The United States America’s story began in Europe at a time when symbiotic state-church powers owned land and people, controlled ideas, and attempted to crush those who opposed their authority.

By 1517, the Protestant Reformation coincided with revolts throughout Europe that displaced and decimated economies and populations, led to widespread famine and disease, and helped propagate general confusion and distrust about the authority of the government and the church. The Inquisition, The Thirty Years’ War, The Eight Wars of Religion in France, among other conflicts, were not entirely resolved by the edicts or treaties that followed.
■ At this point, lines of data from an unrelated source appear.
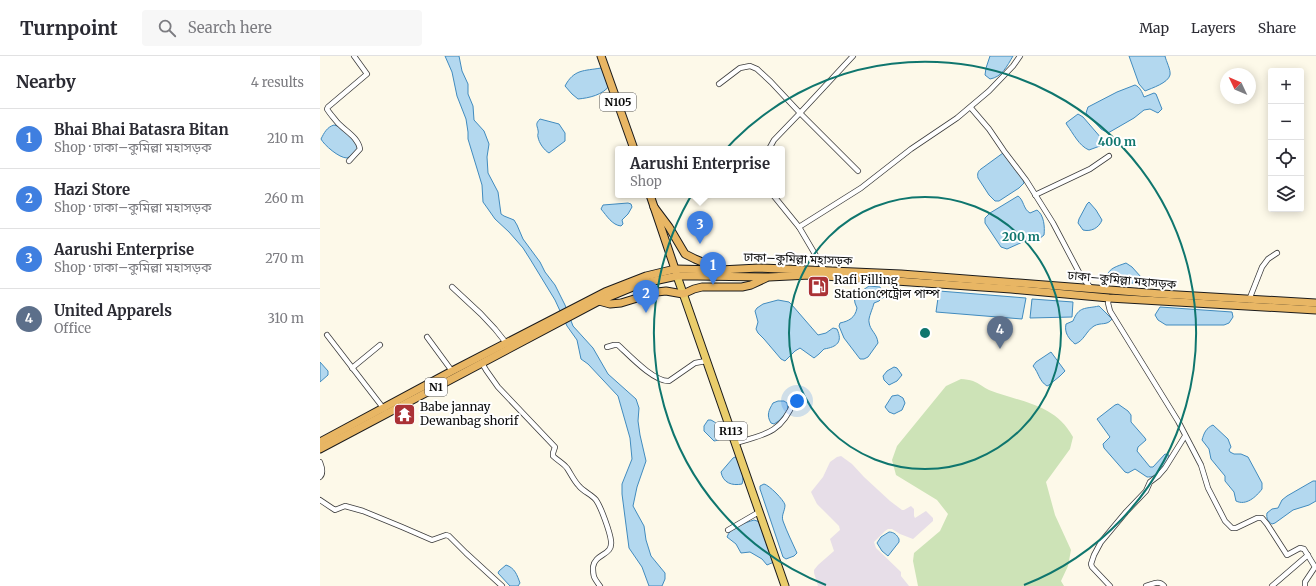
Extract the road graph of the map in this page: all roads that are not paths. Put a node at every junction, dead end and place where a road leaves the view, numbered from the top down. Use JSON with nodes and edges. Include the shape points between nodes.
{"nodes":[{"id":1,"x":354,"y":56,"type":"edge"},
{"id":2,"x":601,"y":56,"type":"edge"},
{"id":3,"x":853,"y":56,"type":"edge"},
{"id":4,"x":1020,"y":56,"type":"edge"},
{"id":5,"x":719,"y":84,"type":"dead end"},
{"id":6,"x":971,"y":108,"type":"junction"},
{"id":7,"x":800,"y":113,"type":"junction"},
{"id":8,"x":633,"y":146,"type":"edge"},
{"id":9,"x":771,"y":146,"type":"edge"},
{"id":10,"x":1109,"y":156,"type":"dead end"},
{"id":11,"x":349,"y":161,"type":"dead end"},
{"id":12,"x":858,"y":171,"type":"dead end"},
{"id":13,"x":1035,"y":196,"type":"junction"},
{"id":14,"x":651,"y":198,"type":"edge"},
{"id":15,"x":775,"y":198,"type":"edge"},
{"id":16,"x":654,"y":207,"type":"junction"},
{"id":17,"x":799,"y":227,"type":"junction"},
{"id":18,"x":1277,"y":253,"type":"dead end"},
{"id":19,"x":675,"y":269,"type":"junction"},
{"id":20,"x":720,"y":270,"type":"junction"},
{"id":21,"x":825,"y":271,"type":"junction"},
{"id":22,"x":677,"y":276,"type":"junction"},
{"id":23,"x":769,"y":277,"type":"junction"},
{"id":24,"x":452,"y":287,"type":"dead end"},
{"id":25,"x":1090,"y":288,"type":"junction"},
{"id":26,"x":683,"y":294,"type":"junction"},
{"id":27,"x":1109,"y":298,"type":"junction"},
{"id":28,"x":1249,"y":300,"type":"junction"},
{"id":29,"x":599,"y":301,"type":"junction"},
{"id":30,"x":1316,"y":303,"type":"edge"},
{"id":31,"x":1316,"y":310,"type":"edge"},
{"id":32,"x":573,"y":312,"type":"junction"},
{"id":33,"x":552,"y":323,"type":"junction"},
{"id":34,"x":327,"y":335,"type":"dead end"},
{"id":35,"x":427,"y":337,"type":"dead end"},
{"id":36,"x":506,"y":344,"type":"junction"},
{"id":37,"x":380,"y":345,"type":"dead end"},
{"id":38,"x":607,"y":347,"type":"dead end"},
{"id":39,"x":706,"y":361,"type":"junction"},
{"id":40,"x":482,"y":363,"type":"junction"},
{"id":41,"x":352,"y":368,"type":"junction"},
{"id":42,"x":452,"y":371,"type":"junction"},
{"id":43,"x":794,"y":401,"type":"dead end"},
{"id":44,"x":384,"y":409,"type":"junction"},
{"id":45,"x":1185,"y":436,"type":"junction"},
{"id":46,"x":320,"y":442,"type":"edge"},
{"id":47,"x":735,"y":443,"type":"junction"},
{"id":48,"x":320,"y":449,"type":"edge"},
{"id":49,"x":320,"y":462,"type":"edge"},
{"id":50,"x":320,"y":477,"type":"edge"},
{"id":51,"x":320,"y":500,"type":"edge"},
{"id":52,"x":759,"y":512,"type":"junction"},
{"id":53,"x":728,"y":530,"type":"dead end"},
{"id":54,"x":1308,"y":555,"type":"junction"},
{"id":55,"x":502,"y":586,"type":"edge"},
{"id":56,"x":600,"y":586,"type":"edge"},
{"id":57,"x":785,"y":586,"type":"edge"},
{"id":58,"x":1110,"y":586,"type":"edge"},
{"id":59,"x":1146,"y":586,"type":"edge"},
{"id":60,"x":1164,"y":586,"type":"edge"},
{"id":61,"x":1272,"y":586,"type":"edge"},
{"id":62,"x":1305,"y":586,"type":"edge"}],
"edges":[{"from":1,"to":11,"type":"street","via":[[366,74],[327,110],[359,143],[360,149]]},
{"from":2,"to":8,"type":"highway","number":"N105"},
{"from":3,"to":7,"type":"street"},
{"from":4,"to":6,"type":"street"},
{"from":5,"to":7,"type":"street","via":[[740,68],[750,66],[771,82]]},
{"from":6,"to":13,"type":"street","via":[[997,139]]},
{"from":6,"to":17,"type":"street","via":[[911,149],[861,188]]},
{"from":7,"to":9,"type":"street"},
{"from":7,"to":12,"type":"street"},
{"from":10,"to":13,"type":"street","via":[[1090,169]]},
{"from":13,"to":25,"type":"street"},
{"from":14,"to":16,"type":"highway"},
{"from":15,"to":17,"type":"street"},
{"from":16,"to":19,"type":"highway"},
{"from":16,"to":20,"type":"highway","via":[[685,254]]},
{"from":17,"to":21,"type":"street"},
{"from":18,"to":28,"type":"street","via":[[1262,266]]},
{"from":19,"to":20,"type":"highway","name":"ঢাকা–কুমিল্লা মহাসড়ক","number":"N1"},
{"from":19,"to":22,"type":"highway"},
{"from":19,"to":32,"type":"highway","name":"ঢাকা–কুমিল্লা মহাসড়ক","number":"N1","via":[[619,286]]},
{"from":20,"to":21,"type":"highway","name":"ঢাকা–কুমিল্লা মহাসড়ক","number":"N1","via":[[759,268]]},
{"from":21,"to":25,"type":"highway","name":"ঢাকা–কুমিল্লা মহাসড়ক","number":"N1","via":[[909,274]]},
{"from":22,"to":23,"type":"highway","name":"ঢাকা–কুমিল্লা মহাসড়ক","number":"N1"},
{"from":22,"to":26,"type":"main road","number":"R113"},
{"from":22,"to":29,"type":"highway","name":"ঢাকা–কুমিল্লা মহাসড়ক","number":"N1","via":[[640,284]]},
{"from":23,"to":26,"type":"highway","via":[[742,287],[702,287]]},
{"from":23,"to":27,"type":"highway","name":"ঢাকা–কুমিল্লা মহাসড়ক","number":"N1","via":[[810,275]]},
{"from":24,"to":36,"type":"street","via":[[481,314]]},
{"from":25,"to":28,"type":"highway","name":"ঢাকা–কুমিল্লা মহাসড়ক","number":"N1"},
{"from":26,"to":29,"type":"highway","via":[[657,292],[621,304]]},
{"from":26,"to":39,"type":"main road","number":"R113"},
{"from":27,"to":31,"type":"highway","name":"ঢাকা–কুমিল্লা মহাসড়ক","number":"N1"},
{"from":27,"to":45,"type":"street","via":[[1108,303],[1114,319],[1165,398]]},
{"from":28,"to":30,"type":"highway","name":"ঢাকা–কুমিল্লা মহাসড়ক","number":"N1"},
{"from":29,"to":32,"type":"highway","name":"ঢাকা–কুমিল্লা মহাসড়ক","number":"N1"},
{"from":32,"to":33,"type":"highway","name":"ঢাকা–কুমিল্লা মহাসড়ক","number":"N1"},
{"from":33,"to":36,"type":"highway","name":"ঢাকা–কুমিল্লা মহাসড়ক","number":"N1"},
{"from":33,"to":40,"type":"highway","name":"ঢাকা–কুমিল্লা মহাসড়ক","number":"N1"},
{"from":34,"to":41,"type":"street"},
{"from":35,"to":42,"type":"street"},
{"from":36,"to":42,"type":"highway","name":"ঢাকা–কুমিল্লা মহাসড়ক","number":"N1"},
{"from":37,"to":41,"type":"street"},
{"from":38,"to":39,"type":"street","via":[[618,345],[649,373],[666,381],[695,363]]},
{"from":39,"to":47,"type":"main road","number":"R113"},
{"from":40,"to":48,"type":"highway","name":"ঢাকা–কুমিল্লা মহাসড়ক","number":"N1"},
{"from":40,"to":56,"type":"street","via":[[502,392],[555,447],[553,456],[568,469],[573,480],[597,502],[611,542],[608,551],[598,557],[593,564],[593,574]]},
{"from":41,"to":44,"type":"street"},
{"from":42,"to":44,"type":"highway","name":"ঢাকা–কুমিল্লা মহাসড়ক","number":"N1"},
{"from":43,"to":47,"type":"street","via":[[789,413],[772,431],[761,437]]},
{"from":44,"to":46,"type":"highway","name":"ঢাকা–কুমিল্লা মহাসড়ক","number":"N1"},
{"from":45,"to":54,"type":"street","via":[[1201,465],[1208,488],[1225,521],[1232,528],[1262,518],[1286,554],[1289,555],[1300,548]]},
{"from":45,"to":58,"type":"street","via":[[1165,468],[1118,520],[1096,550],[1092,567]]},
{"from":47,"to":52,"type":"main road","number":"R113"},
{"from":49,"to":50,"type":"street","via":[[323,471]]},
{"from":51,"to":55,"type":"street","via":[[334,510],[345,506],[363,511],[432,540],[449,536]]},
{"from":52,"to":53,"type":"street"},
{"from":52,"to":57,"type":"main road","number":"R113"},
{"from":54,"to":61,"type":"street"},
{"from":54,"to":62,"type":"street","via":[[1315,567],[1304,582]]},
{"from":59,"to":60,"type":"street","via":[[1158,582]]}]}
People continued to kill in the name of God. From the 13th to the 17th centuries, self-describing Christians would slaughter generations other self-describing Christians.

By the 17th century, England was facing civil war over control of the crown and the church. The king fought and dissolved Parliament, Catholics and Protestants were killing each other and King Charles I was beheaded. Both king and Parliament wanted a national church.

By 1620, the Great Migration of Puritans leaving England had begun. Among them was John Winthrop, who helped found the Massachusetts Bay Colony and was its first governor. Winthrop metaphorically invoked a phrase from Jesus’s Sermon on the Mount (Matt 5:14), purposing this new colony as a “city upon a hill.” To accomplish this, Winthrop and fellow colonial leaders believed the civil government must prevent error in the church. Paradoxically, Winthrop’s societal construct was similar to that from which he fled.

Roger Williams, an English clergyman and scholar, who had witnessed the turmoil between King Charles and Parliament knew that religious freedom was impossible in Winthrop’s societal model. He insisted that government must be entirely separate from a person’s relationship with God. He argued that governmental authority could not interpret God’s law and any kind of forced worship “stinks in God’s nostrils.”  Involving the government in the church, he contended, would corrupt the church.

The colonial leaders viewed Williams’ ideas as a threat and the General Court of the Massachusetts Bay Colony exiled him, and threatened to kill him. Williams fled during the harsh winter of January 1636. He wrote that he didn’t know “what Bread or Bed did meane” for nearly four months and that he would have died were it not for “the ravens,” his Indian friends.

Isolated, alone, and homeless, Williams made his way to Narragansett Bay. He purchased land from the Narragansett Indians and named it Providence, expressing his “sense of God’s merciful providence unto me in my distress, I called the place Providence, I desired it might be a shelter for persons distressed for conscience.”

American identity would forever be shaped by the struggle brought to its shores: how to delineate individual freedom from governmental authority and how to legalize a separation between the church and government.

Roger Williams sailed to England to procure a legal charter from Parliament for his land, which became the State of Rhode Island and Providence Plantations. In 1644 he relentlessly lobbied Parliament and the general British public, informing them through pamphlets and pubic debate about his vision for society. His rallying cry, “Soul Libertie,” inspired many and resulted in Parliament granting Rhode Island’s charter.

Williams described the true church as a “Magnificent Garden” and the world as “The Wilderness.” He envisioned a hedge separating the “Garden of the Church and the Wilderness of the World,” meaning that once religion and politics mixed, the result was that politics would corrupt the church.

In Providence, Williams relinquished nearly all of the land he had purchased to a town common stock—so that other settlers could have equal property and voting rights. He also drafted a political compact that did not claim to “advance God’s will” or create “God’s kingdom on earth.” It did not establish a church nor did it require church attendance. In fact, the compact did not mention God at all.

While many in Massachusetts were slaughtering Indians, Williams insisted that “It is the will and command of God that since the coming of his Sonne the Lord Jesus, a permission of the most Paganish, Jewish, Turkish, or Antichristian consciences and worships, bee granted to all men in all nations and countries.” Williams, a minister wholly devoted to God and Biblical truth, believed it was “monstrous” to compel anyone to follow his or anyone else’s faith and that “civil power lies in the people.”

In July 1644, Roger Williams published his 400-page magnum opus: The Bloudy Tenent, of Persecution, for cause of Conscience, Discussed, in A Conference between Truth and Peace, in which he detailed his vision for religious freedom and limited government.

His ideas dynamically upended centuries of long-held assumptions about governance. His reasoning, buttressed by ingenious mental acuity, convinced influential men like John Milton, John Locke, Thomas Jefferson, James Madison and the architects of the U.S. Constitution that creating a workable system in which church and state could peacefully co-exist was possible.